If your story will take you more than 10 minutes to write, save it elsewhere. Then return here, and paste your story into our form.

With the benefit of hindsight, I take it that the process runs on some kind of session basis and that I had timed out – I had certainly taken more than ten minutes over it. Unlike the other two examples, in principle the message was in the right place and I had noticed it at what should have been the right time. But that didn’t actually help, partly because I didn’t start with the intention of taking a particular amount of time (and I certainly wasn’t keeping track of the minutes as I wrote), and partly because there is no indication of what the effect of taking longer might be. It might even be that there is an anchoring effect from setting an expectation at five minutes which makes it less likely that people will stop to think whether they are actually likely to take longer.

I take three lessons for interaction design from those three examples.

Don’t give people critical information when they can’t be expected to be looking for it

The more familiar the interaction, the less we will pay any real attention to it. If it is working the way we expect it to, that’s fine. If it’s very obviously not working the way we expect it to, that’s also fine. But if it looks as though it’s working the way we expect it to, but isn’t, that’s a big problemselective attention may prevent the difference from being noticed at all. The worst possible time to tell somebody something is when they think you have already finished telling them things. The second worst is before they know enough to recognise the significance of what you are telling them. The point at which a ten minute warning might be useful on Patient Opinion is after 9½ minutes, not while the input field is enticingly blank.

If you need to break people’s expectation of what is happening, do it explicitly, preferably to the sound of trumpets

The corollary of the first lesson is pretty obvious. If something is happening in a way the user may not be expecting, make that obvious and break the flow. In the Pret example that might mean making the lights flash red instead of green, at a cash machine it might mean requiring an acknowledgement of the message – or perhaps better still, making sure that the message is still on screen at the point the penny drops that the expected event hasn’t happened and the user is actively looking for an explanation.
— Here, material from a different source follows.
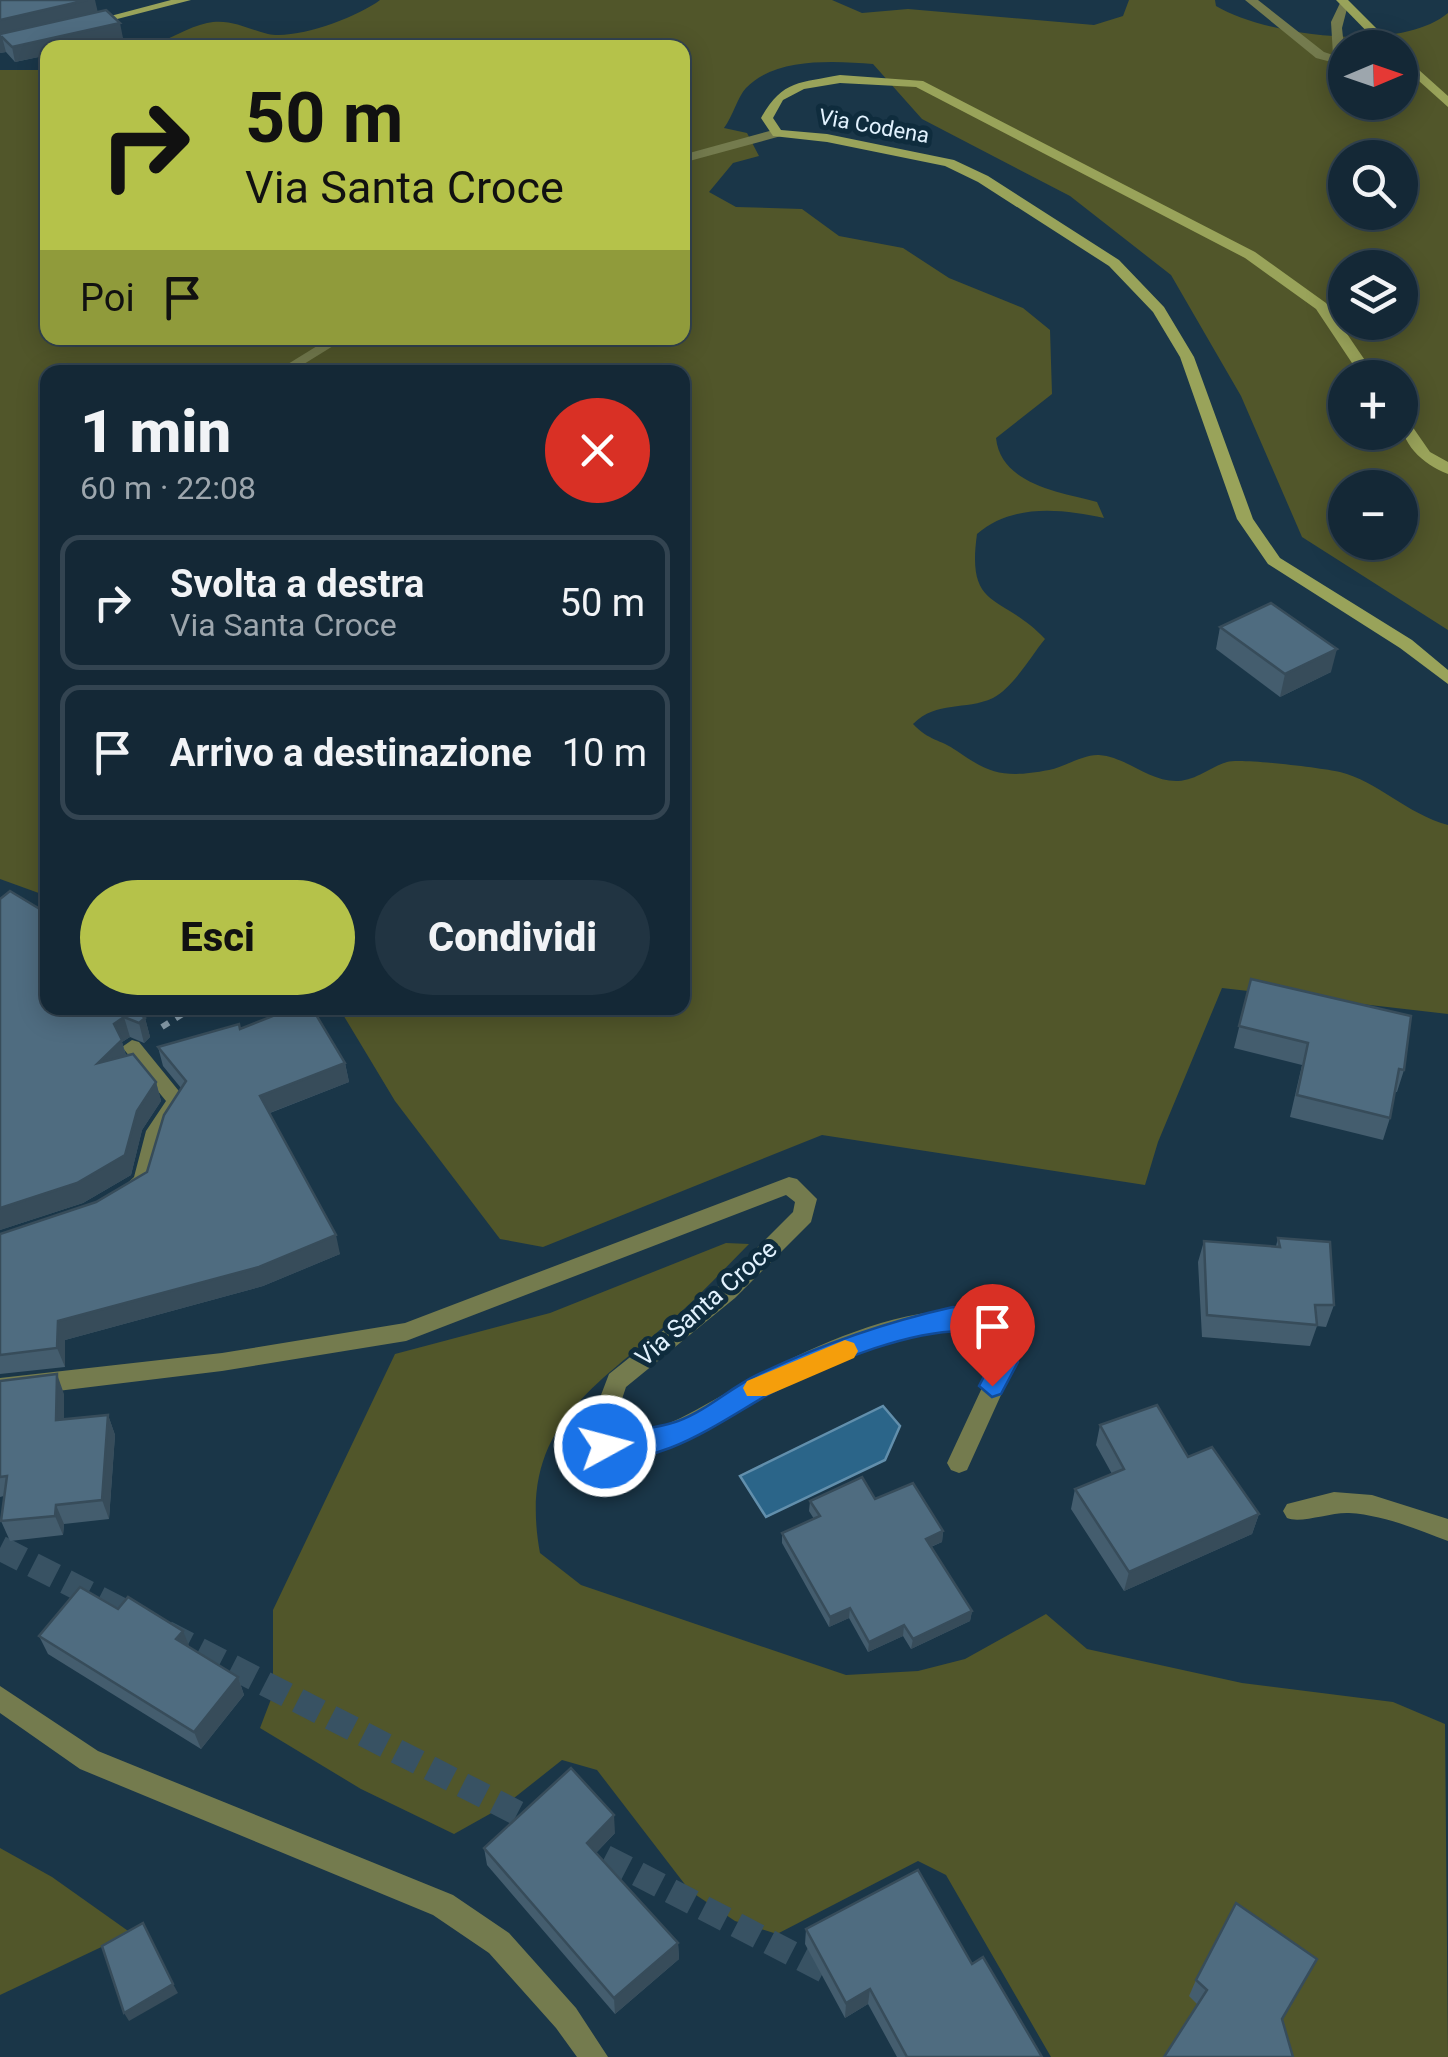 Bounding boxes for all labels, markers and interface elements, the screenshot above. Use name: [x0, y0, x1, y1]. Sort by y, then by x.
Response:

Try to understand other peoples’ analogies

It’s getting on for fifteen years since the law of internet user experience was framed, but I don’t think it is less true now that ‘users prefer your site to work the same way as all the other sites they already know’.2 I would though add the corollary that users expect your thing to work in line with the mental model they have of it, so it really matters to understand what that model might be. Having understood it, we can either support it or help people understand that their model doesn’t quite fit.

My past experience tells me that some kinds of interactions are session based and time out, while others are stateless and don’t. The more directly transactional an interaction, the less I will be surprised that it won’t be there if I come back later – booking tickets being the obvious example, and shopping baskets generally not far behind. At the other extreme, I can leave a half written blog post in an open tab for days or weeks and expect it still to be there when I come back. Telling a story on Patient Opinion feels much more like blogging to me than it does booking a flight – and so a set of assumptions was triggered which turned out to be wrong.3

But above all those lessons, there is a simple principle: design for what goes wrong, as well as what goes right.
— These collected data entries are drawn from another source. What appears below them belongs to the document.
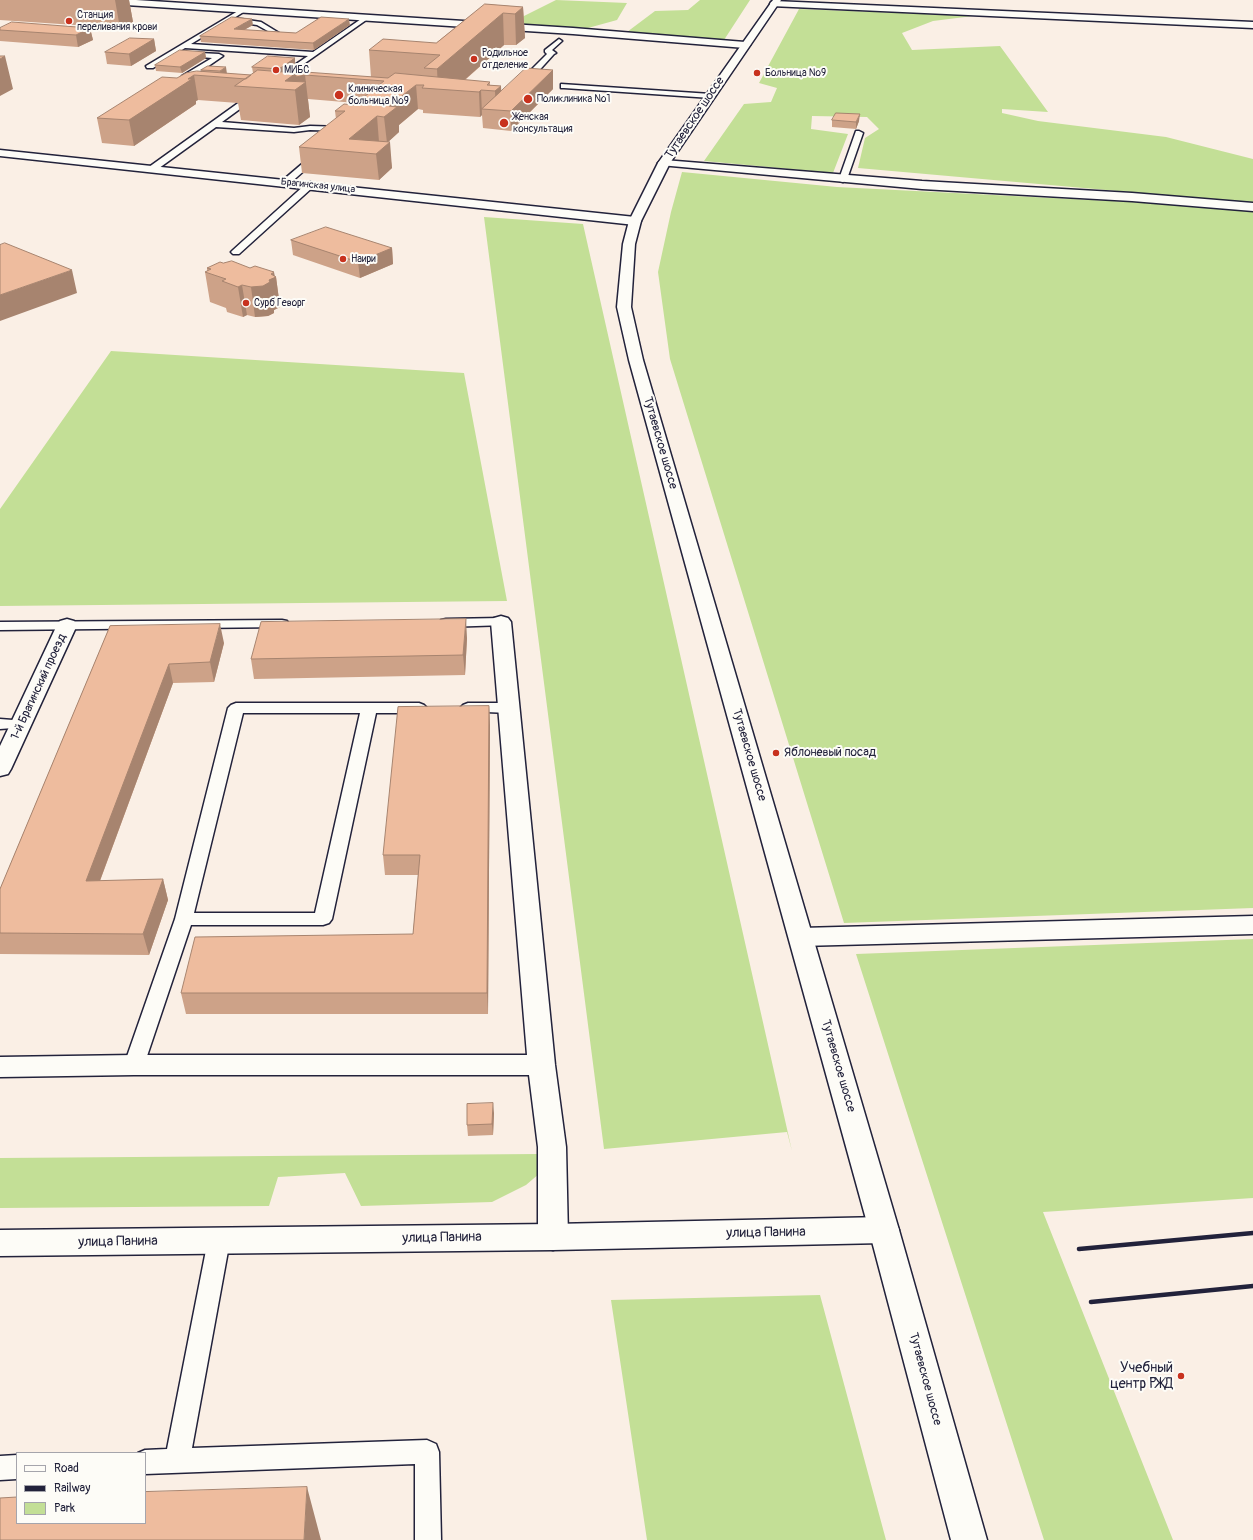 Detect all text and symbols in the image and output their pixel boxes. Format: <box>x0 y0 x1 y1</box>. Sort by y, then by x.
place label: Станция переливания крови <box>77 9 157 32</box>
marker: Станция переливания крови <box>64 16 74 26</box>
place label: Родильное отделение <box>482 47 528 70</box>
marker: Родильное отделение <box>469 54 479 64</box>
place label: МИБС <box>284 64 309 76</box>
marker: МИБС <box>271 65 281 75</box>
place label: Больница №9 <box>765 67 826 79</box>
marker: Больница №9 <box>752 68 762 78</box>
street label: Тутаевское шоссе <box>662 74 728 162</box>
place label: Клиническая больница №9 <box>348 83 409 106</box>
marker: Клиническая больница №9 <box>333 89 345 101</box>
marker: Поликлиника №1 <box>522 93 534 105</box>
place label: Поликлиника №1 <box>537 93 610 105</box>
place label: Женская консультация <box>513 111 573 134</box>
marker: Женская консультация <box>498 117 510 129</box>
street label: Брагинская улица <box>280 176 356 196</box>
place label: Наири <box>351 253 376 265</box>
marker: Наири <box>338 254 348 264</box>
place label: Сурб Геворг <box>254 297 305 309</box>
marker: Сурб Геворг <box>241 298 251 308</box>
street label: Тутаевское шоссе <box>640 395 680 491</box>
street label: 1-й Брагинский проезд <box>8 632 70 742</box>
street label: Тутаевское шоссе <box>729 707 769 803</box>
place label: Яблоневый посад <box>784 746 876 760</box>
marker: Яблоневый посад <box>771 748 781 758</box>
street label: Тутаевское шоссе <box>818 1018 858 1114</box>
street label: улица Панина <box>726 1224 806 1242</box>
street label: улица Панина <box>402 1229 482 1247</box>
street label: улица Панина <box>78 1233 158 1251</box>
street label: Тутаевское шоссе <box>906 1331 944 1427</box>
place label: Учебный центр РЖД <box>1110 1360 1173 1392</box>
marker: Учебный центр РЖД <box>1176 1371 1186 1381</box>
legend <box>16 1452 146 1524</box>
text: Road <box>54 1461 79 1476</box>
text: Railway <box>54 1481 90 1496</box>
text: Park <box>54 1501 75 1516</box>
  1. This wasn’t the more familiar message that there is no cash which tends to come much earlier in the process, it came right at the end after the point when there is normally any point in looking at the screen at all.
  2. I have never read that as meaning that nothing should ever change and nobody should ever innovate, but as reminding us that expectations are formed by experience which is much wider than a single site at a single time.
  3. This is of course all a conscious retrospective rationalisation of an unconscious reaction at the time – which makes it prone to error as an account of what I thought, never mind what the site did.